Keywords: CD34+ cell selection, bone marrow, cell therapy, regenerative medicine


Bone marrow, the original source of hematopoietic stem cells (HSCs) for transplantation [1], is increasingly becoming a source of various cell types for a number of diverse, clinical applications. Mesenchymal stromal cells (MSCs), traditionally isolated and expanded from bone marrow, have been used for treatment of several diseases, including graft-versus-host disease [2] and inflammatory bowel disease [3], among others [4]. Likewise, marrow-derived mononuclear cells (MNCs) have been used for a variety of applications, including cardiac [5] and peripheral vascular disease [6] and as part of a cell therapy-based approach to repair of spinal cord injury [7]. Finally, specific subsets of cells (e.g., CD34+ cells, CD133+ cells) isolated by immunomagnetic selection have been used for similar purposes such as treatment of cardiovascular disease [8]. Many other trials are currently underway or in various stages of development. Most of these novel regenerative medicine applications involve aspiration of marrow volumes of much less than that harvested for “standard-of-care” hematopoietic stem cell transplantation. Often volumes as small as 25–100 mL are collected under local anesthesia; in the context of certain types of cell processing techniques or technologies, small volume samples may provide a challenge to cell processing facilities. As an example, clinical-scale immunomagnetic cell selection devices have minimum volume loading requirements and may have minimum or ideal target cell counts. Further, these devices were originally designed for apheresis collections, and, as such, red cell contamination with bone marrow may hinder their function.

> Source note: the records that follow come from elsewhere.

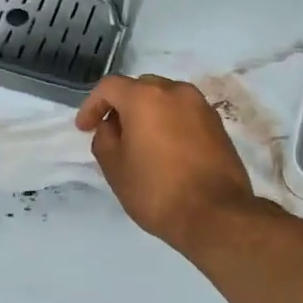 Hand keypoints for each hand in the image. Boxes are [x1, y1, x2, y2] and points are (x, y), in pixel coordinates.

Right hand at [75, 75, 256, 252]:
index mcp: (145, 97)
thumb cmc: (157, 191)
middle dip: (122, 107)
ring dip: (148, 114)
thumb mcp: (115, 168)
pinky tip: (165, 150)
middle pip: (140, 88)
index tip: (84, 128)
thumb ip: (104, 139)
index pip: (109, 87)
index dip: (92, 105)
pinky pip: (185, 114)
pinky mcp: (218, 125)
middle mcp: (175, 91)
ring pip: (165, 99)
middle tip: (112, 135)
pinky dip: (170, 123)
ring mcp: (201, 106)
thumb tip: (111, 127)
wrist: (216, 214)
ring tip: (140, 143) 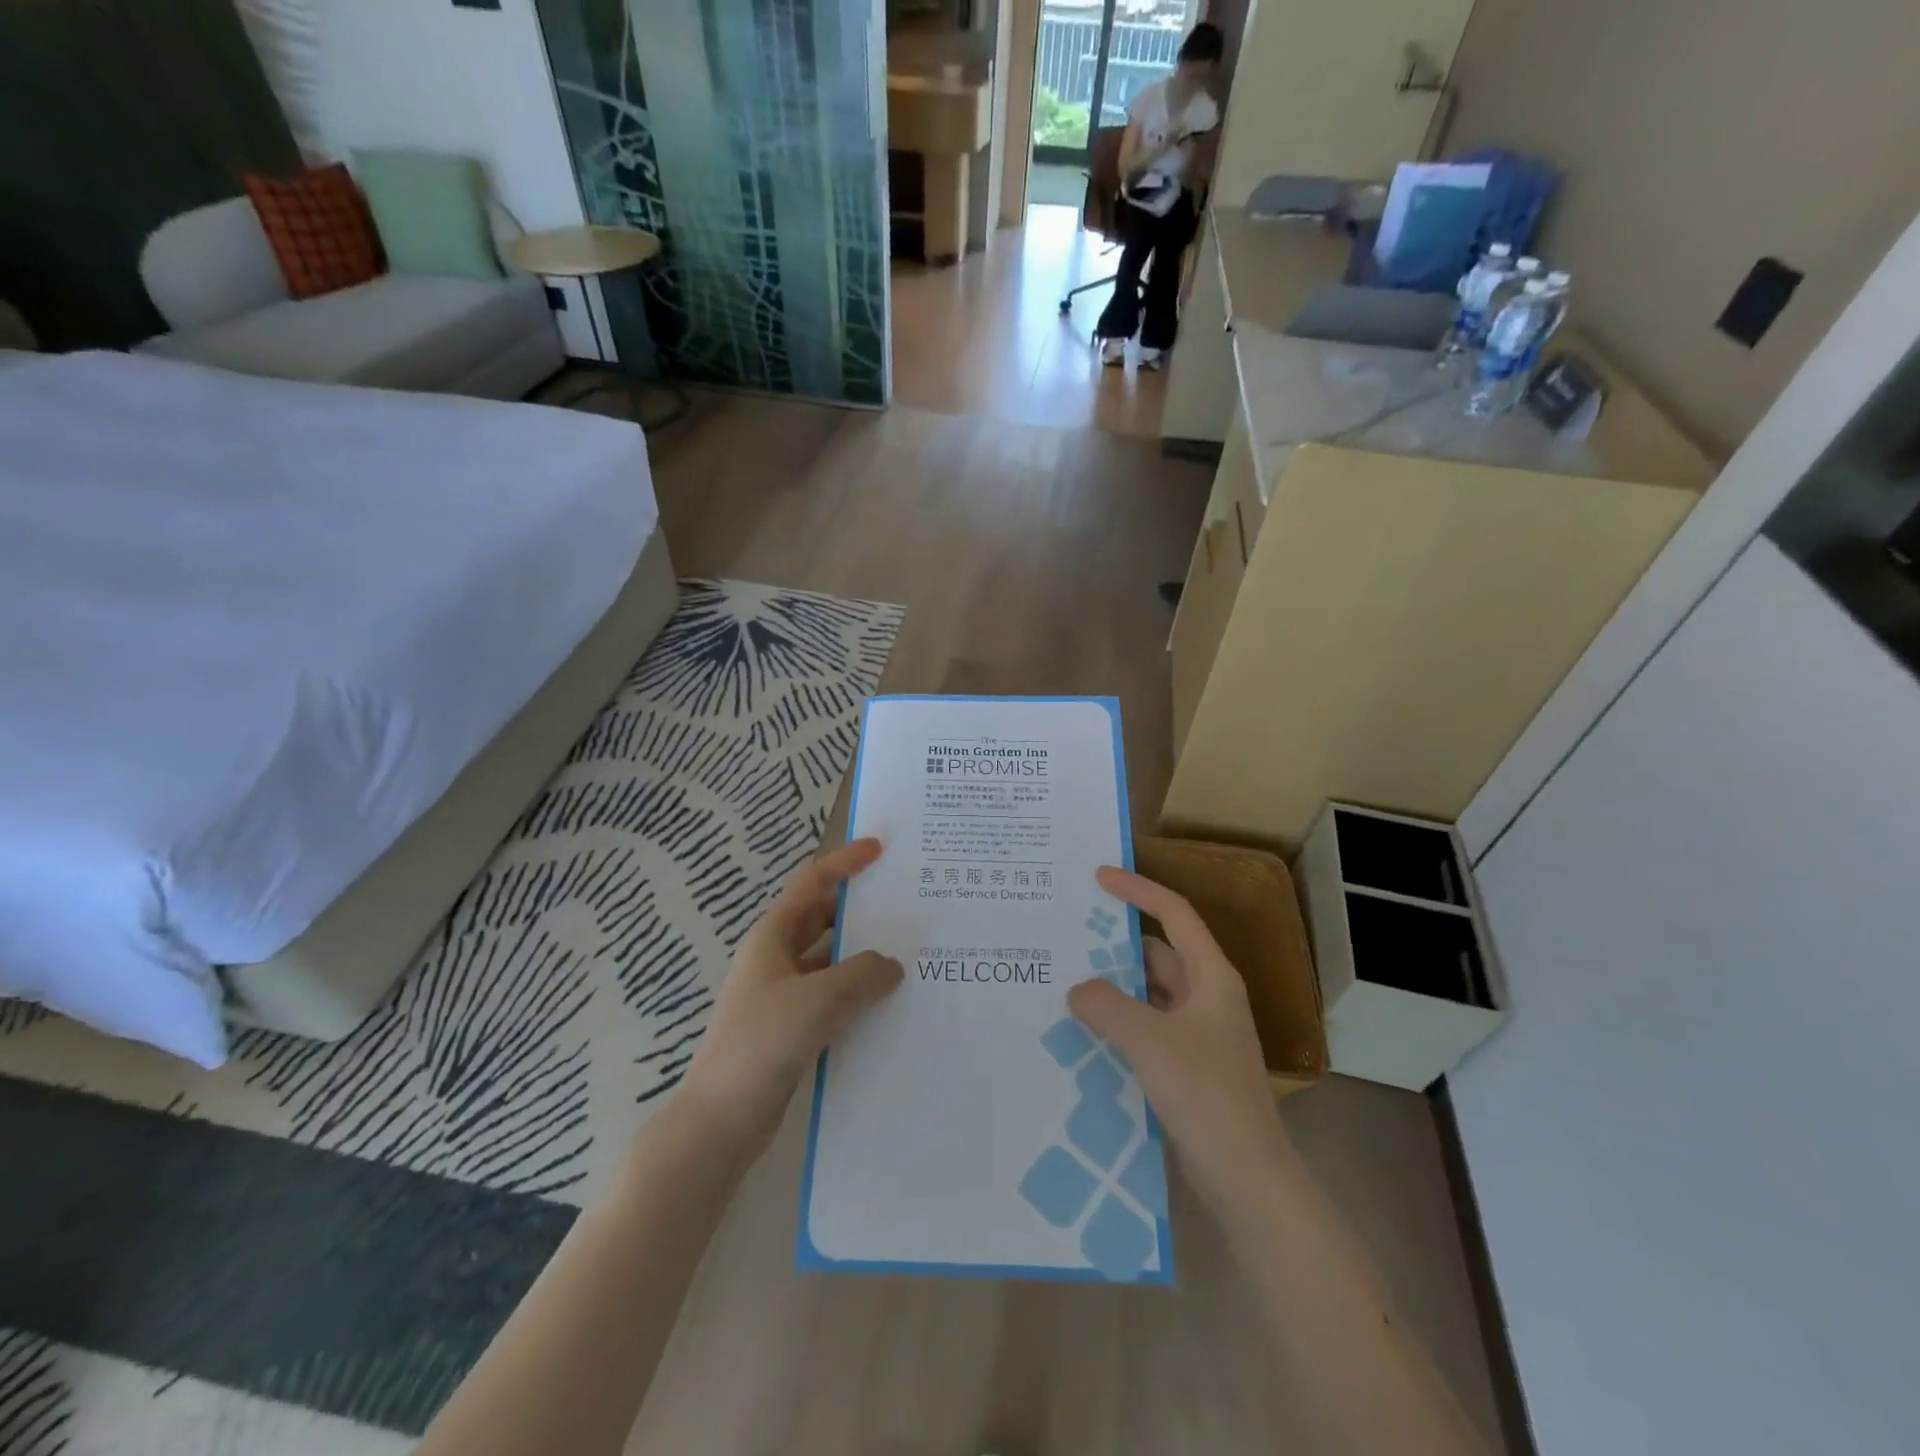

In an effort to further delineate the approach to smaller volume marrow processing on a clinical-scale immunomagnetic cell selection device, we initiated a study with the Isolex® 300i Magnetic Cell Selection System® (Baxter, Deerfield, Illinois), a CD34+ cell selection device. In addition to defining the effect of smaller volume marrow on instrument efficacy, the impact of the amount of Isolex® CD34 reagent (full versus half vial) and shipping of a post-Isolex® selected product were studied. This study was not designed to evaluate inter-laboratory or intra-laboratory variability.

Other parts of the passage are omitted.